Week 3: January 12–18
COMMENTARY ON "Jesus' Messages to the Seven Churches"

JEANIE JURA

Following is a combined commentary on the material included in the Bible Study Guide with references as necessary to the supplemental passages included in the E. G. White Notes for the Sabbath School Lessons.

 


Sunday

From the lesson: “Like Balaam, who apostatized and enticed the Israelites to sin against God on the way to the Promised Land”

The author seems to be saying that Balaam was an Israelite who apostatized, but he wasn’t an Israelite.

Numbers 22:5:

So he (Balak) sent messengers to Balaam the son of Beor, at Pethor, which is near the River, in the land of the sons of his people...

Gen. 36:42 says that Edom was the land of the descendants of Esau.

Gen. 36:30 says that “Bela the son of Beor reigned in Edom..”

From this we see that Balaam was an Edomite, not an Israelite. Furthermore:

The sons of Israel also killed Balaam the son of Beor, the diviner, with the sword among the rest of their slain (Josh. 13:22).

He was not an apostate Israelite; rather he was a descendant of Esau and a diviner, or one who talked to the dead.

At the end of the day’s lesson there is a sentence that is quite subtle—so subtle I almost missed what it said:

How can our refusal to deny our faith help us to resist compromise and be “ ’faithful unto death’?

This sounds innocuous until you realize its deeper meaning in the language of Adventist theology. It references Rev. 14:12:

Here is the perseverance of the saints who keep the commandments of God and their faith in Jesus.

In “Adventist-speak” this means keeping the 10 Commandments; the “faith in Jesus” is only secondary to the Law-keeping. In the Adventist context this is asking how the reader can keep from denying his faith and keep the 10 Commandments—meaning especially the 7th day Sabbath—even if it means death. This is a subtle way to reinforce the necessity of Law-keeping, even over and above having faith in Jesus.

They say that having faith in Jesus means you are enabled to keep the 10 Commandments, but that entirely misses the mark. Having faith in Jesus means, Biblically, to trust in Him to save and to trust in Him entirely with no reliance on our own works—including Law-keeping.

 


Wednesday

From the lesson:

Think about the words of Revelation 2:25: “Hold fast what you have till I come”(NKJV). What do those words mean to us, both corporately and individually? What do we have from Jesus that we must hold on to?

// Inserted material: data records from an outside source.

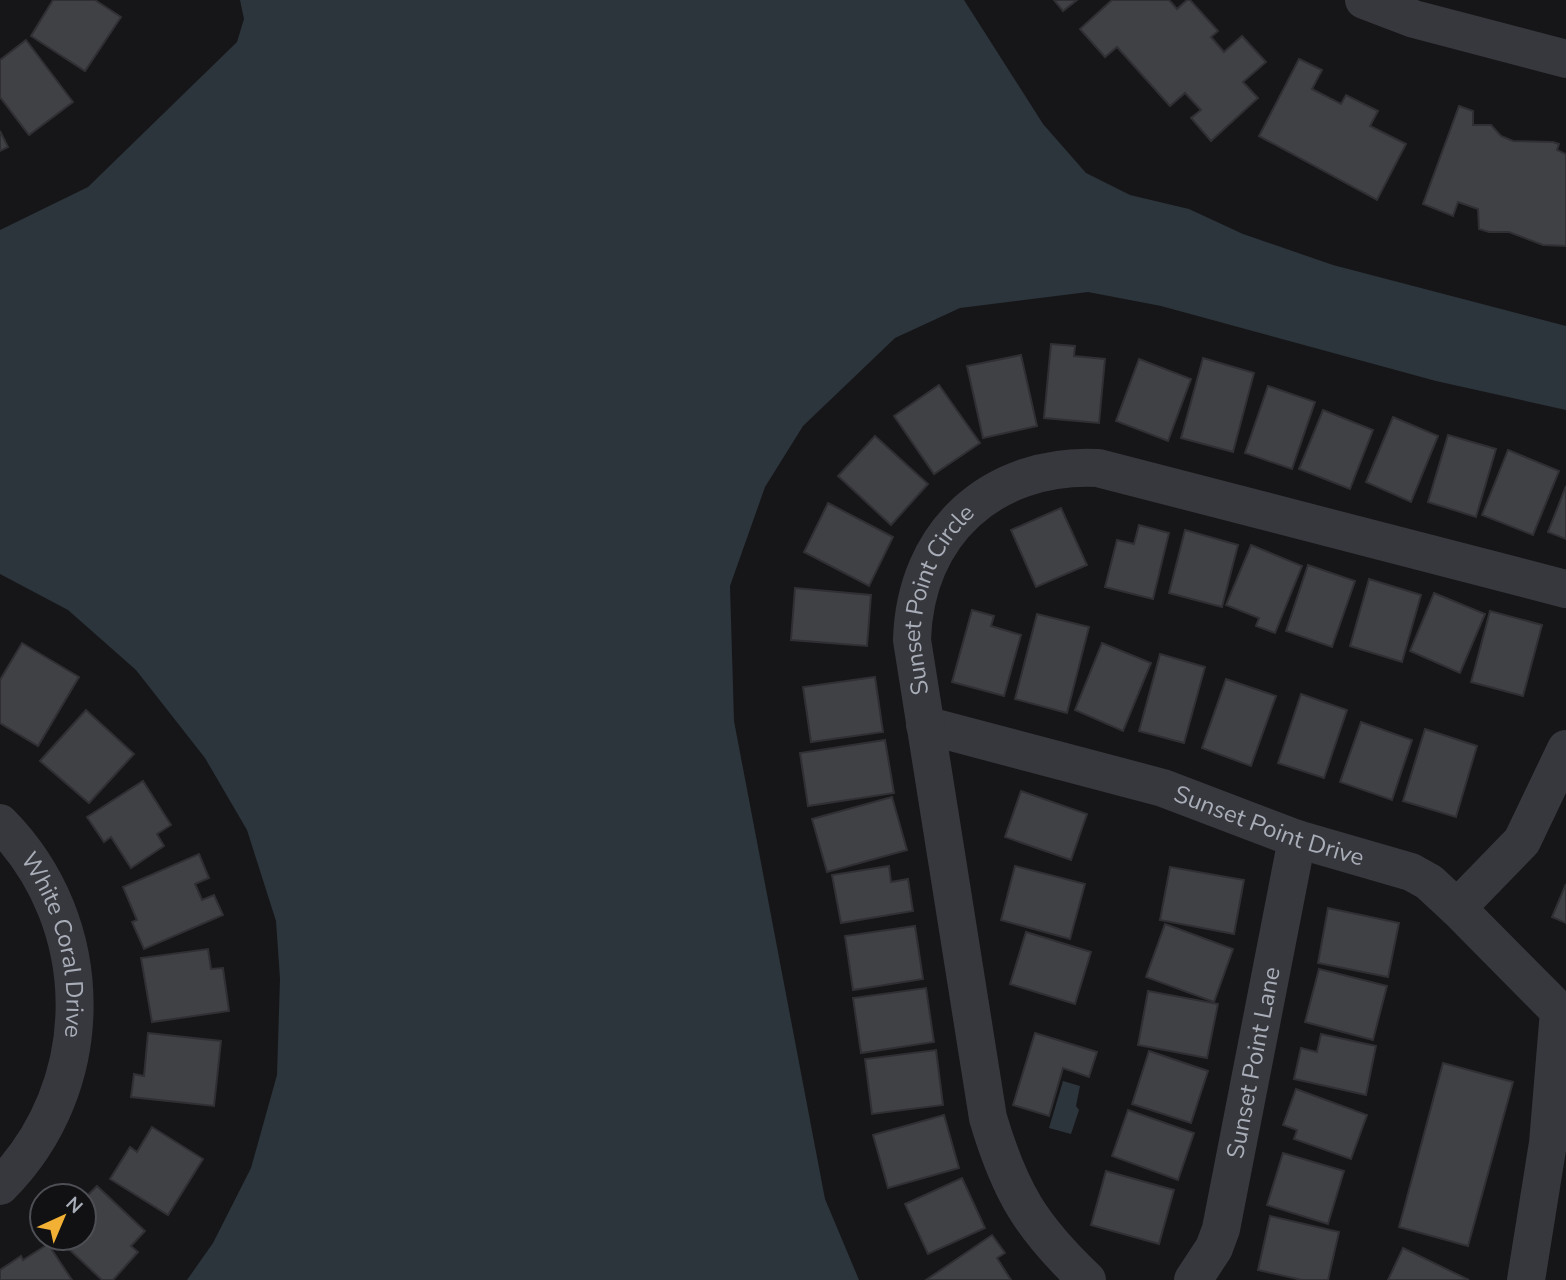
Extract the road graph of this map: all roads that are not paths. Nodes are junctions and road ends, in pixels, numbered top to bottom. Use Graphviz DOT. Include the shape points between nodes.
graph roads {
  1 [pos="1364,0"];
  2 [pos="1566,60"];
  3 [pos="1566,589"];
  4 [pos="925,725"];
  5 [pos="1566,749"];
  6 [pos="0,823"];
  7 [pos="1297,839"];
  8 [pos="1457,908"];
  9 [pos="1563,1011"];
  10 [pos="1548,1143"];
  11 [pos="0,1186"];
  12 [pos="1566,1197"];
  13 [pos="1087,1280"];
  14 [pos="1193,1280"];
  15 [pos="1526,1280"];
  1 -- 2 [label="street" via="1414,19"];
  3 -- 4 [label="street, Sunset Point Circle" via="1119,472 1078,467 1037,472 974,505 952,526 929,561 916,599 912,630"];
  4 -- 7 [label="street, Sunset Point Drive" via="1163,788"];
  4 -- 13 [label="street, Sunset Point Circle" via="988,1118 1009,1179 1030,1217 1056,1251"];
  5 -- 8 [label="street" via="1522,841"];
  6 -- 11 [label="street, White Coral Drive" via="29,857 50,893 73,970 75,1011 61,1091 44,1128"];
  7 -- 8 [label="street, Sunset Point Drive" via="1411,872"];
  7 -- 14 [label="street, Sunset Point Lane" via="1221,1229"];
  8 -- 9 [label="street, Sunset Point Drive"];
  9 -- 10 [label="street"];
  10 -- 12 [label="street"];
  10 -- 15 [label="street"];
}
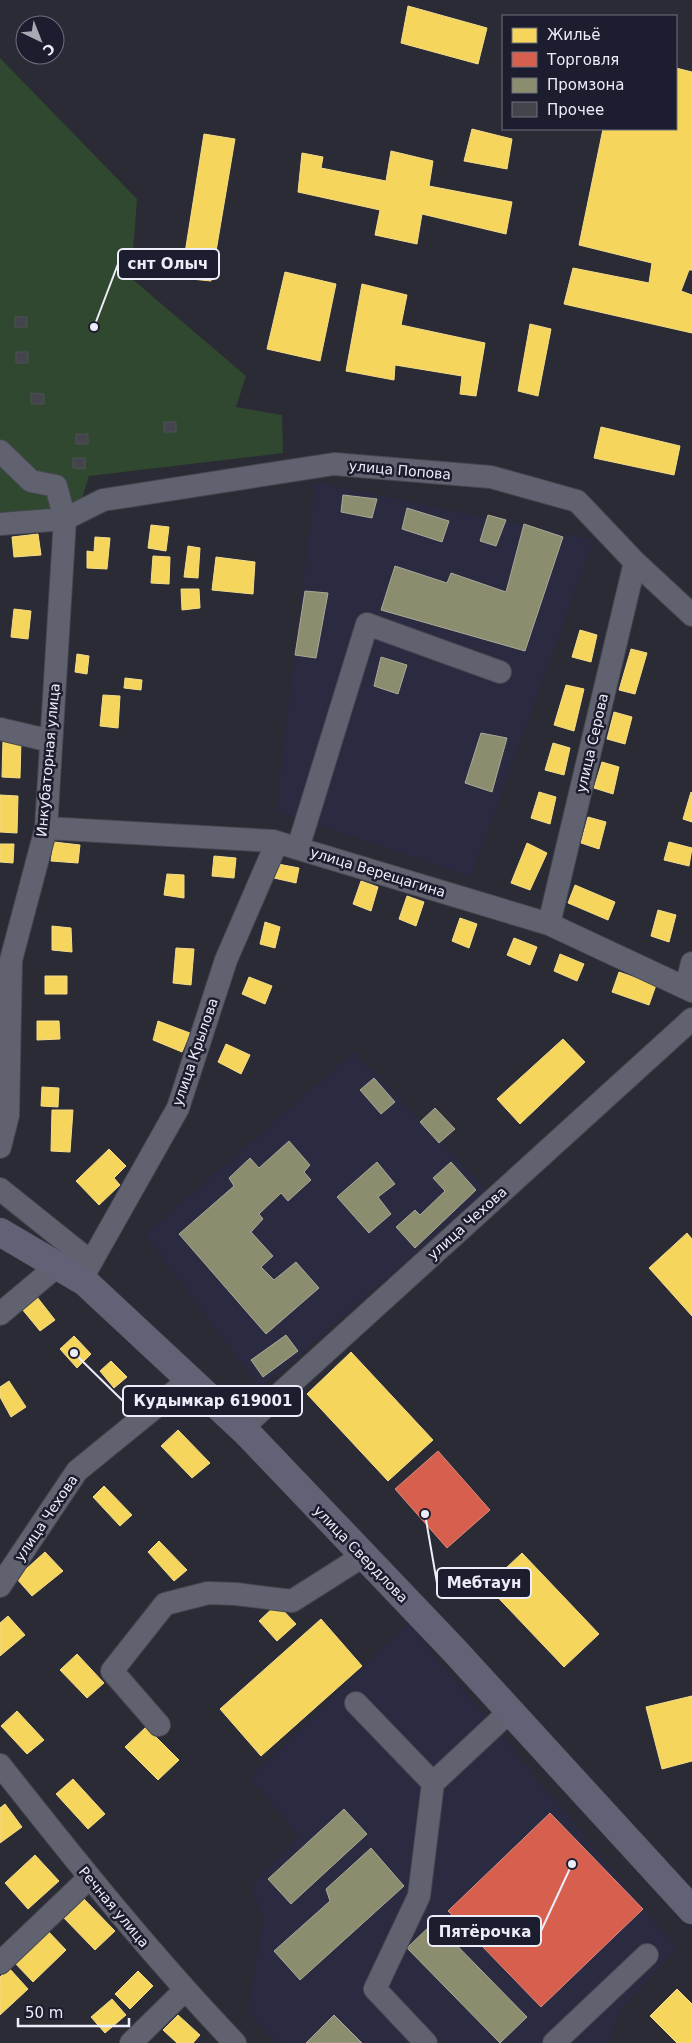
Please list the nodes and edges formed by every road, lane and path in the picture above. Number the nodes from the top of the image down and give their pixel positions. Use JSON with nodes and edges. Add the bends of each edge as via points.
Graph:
{"nodes":[{"id":1,"x":0,"y":451,"type":"edge"},
{"id":2,"x":65,"y":519,"type":"junction"},
{"id":3,"x":0,"y":524,"type":"edge"},
{"id":4,"x":635,"y":562,"type":"junction"},
{"id":5,"x":692,"y":615,"type":"edge"},
{"id":6,"x":500,"y":672,"type":"dead end"},
{"id":7,"x":0,"y":729,"type":"edge"},
{"id":8,"x":51,"y":741,"type":"junction"},
{"id":9,"x":46,"y":828,"type":"junction"},
{"id":10,"x":287,"y":845,"type":"junction"},
{"id":11,"x":549,"y":924,"type":"junction"},
{"id":12,"x":692,"y":963,"type":"edge"},
{"id":13,"x":689,"y":989,"type":"edge"},
{"id":14,"x":692,"y":1018,"type":"edge"},
{"id":15,"x":0,"y":1147,"type":"edge"},
{"id":16,"x":0,"y":1189,"type":"edge"},
{"id":17,"x":0,"y":1232,"type":"edge"},
{"id":18,"x":57,"y":1266,"type":"junction"},
{"id":19,"x":86,"y":1271,"type":"junction"},
{"id":20,"x":0,"y":1314,"type":"edge"},
{"id":21,"x":190,"y":1379,"type":"junction"},
{"id":22,"x":242,"y":1428,"type":"junction"},
{"id":23,"x":363,"y":1556,"type":"junction"},
{"id":24,"x":0,"y":1586,"type":"edge"},
{"id":25,"x":356,"y":1703,"type":"dead end"},
{"id":26,"x":510,"y":1711,"type":"junction"},
{"id":27,"x":159,"y":1725,"type":"dead end"},
{"id":28,"x":0,"y":1765,"type":"edge"},
{"id":29,"x":433,"y":1783,"type":"junction"},
{"id":30,"x":89,"y":1878,"type":"junction"},
{"id":31,"x":692,"y":1910,"type":"edge"},
{"id":32,"x":647,"y":1955,"type":"dead end"},
{"id":33,"x":0,"y":1963,"type":"edge"},
{"id":34,"x":185,"y":1990,"type":"junction"},
{"id":35,"x":131,"y":2043,"type":"edge"},
{"id":36,"x":235,"y":2043,"type":"edge"},
{"id":37,"x":426,"y":2043,"type":"edge"},
{"id":38,"x":554,"y":2043,"type":"edge"}],
"edges":[{"from":1,"to":2,"type":"street","name":"Инкубаторная улица","via":[[31,481],[56,486]]},
{"from":2,"to":3,"type":"street"},
{"from":2,"to":4,"type":"street","name":"улица Попова","via":[[103,500],[334,464],[491,478],[577,502]]},
{"from":2,"to":8,"type":"street","name":"Инкубаторная улица"},
{"from":4,"to":5,"type":"street","name":"улица Попова"},
{"from":4,"to":11,"type":"street","name":"улица Серова"},
{"from":6,"to":10,"type":"street","name":"улица Крылова","via":[[367,624]]},
{"from":7,"to":8,"type":"street"},
{"from":8,"to":9,"type":"street","name":"Инкубаторная улица"},
{"from":9,"to":10,"type":"street","name":"улица Верещагина"},
{"from":9,"to":15,"type":"street","name":"Инкубаторная улица","via":[[11,960],[8,1115]]},
{"from":10,"to":11,"type":"street","name":"улица Верещагина"},
{"from":10,"to":19,"type":"street","name":"улица Крылова","via":[[226,960],[178,1108]]},
{"from":11,"to":13,"type":"street","name":"улица Верещагина"},
{"from":12,"to":13,"type":"street"},
{"from":14,"to":22,"type":"street","name":"улица Чехова"},
{"from":16,"to":19,"type":"street"},
{"from":17,"to":18,"type":"main road","name":"улица Свердлова"},
{"from":18,"to":19,"type":"main road","name":"улица Свердлова"},
{"from":18,"to":20,"type":"street"},
{"from":19,"to":21,"type":"main road","name":"улица Свердлова"},
{"from":21,"to":22,"type":"main road","name":"улица Свердлова"},
{"from":21,"to":24,"type":"street","name":"улица Чехова","via":[[77,1471]]},
{"from":22,"to":23,"type":"main road","name":"улица Свердлова"},
{"from":23,"to":26,"type":"main road","name":"улица Свердлова"},
{"from":23,"to":27,"type":"street","via":[[292,1601],[208,1593],[165,1604],[112,1671]]},
{"from":25,"to":29,"type":"street"},
{"from":26,"to":29,"type":"street"},
{"from":26,"to":31,"type":"main road","name":"улица Свердлова"},
{"from":28,"to":30,"type":"street","name":"Речная улица"},
{"from":29,"to":37,"type":"street","via":[[419,1896],[375,1989]]},
{"from":30,"to":33,"type":"street"},
{"from":30,"to":34,"type":"street","name":"Речная улица"},
{"from":32,"to":38,"type":"street"},
{"from":34,"to":35,"type":"street"},
{"from":34,"to":36,"type":"street","name":"Речная улица"}]}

In Adventist theology, what we have from Jesus is a start of the process of salvation and an example we must follow in order to be saved. There can be no assurance of salvation in this context as we are required to finish the salvation process ourselves, with a little help from Jesus. Also, we know in our hearts that we can never follow His example sufficiently to save us. In fact, His example is that of holy living, dedicated to God and relying on the Holy Spirit, not that of providing salvation.

The next paragraph further reveals the real intent:

Keeping ever before us the great truth of salvation by faith in Christ alone, in what ways could we say that our works have not been found “perfect” before God? What does that mean, and how can we “perfect” our works before Him? See Matt. 5:44–48.

The last verse of Matthew 5 is the key:

Therefore you are to be perfect, as your heavenly Father is perfect.

Here, then, is the real intent of this: we must “perfect our works” before God, with the clear warning that if our works are not perfect, there is no salvation possible.

Add to this the idea that our perfection is to be that of our efforts and achievements rather than that of Jesus’ perfection which is credited to us, and you have a recipe for hopelessness. We all know that we will not be perfect—without fault—and pretty soon we either ignore the impossibility of the situation and try harder, or we give up.

Actually, giving up is the right way to go as long as you then turn it all over to Jesus and accept His perfect righteousness in place of our own!

Here is where Strong’s Complete Concordance is helpful. It defines “perfect”, #5046 as: “complete, of full age”.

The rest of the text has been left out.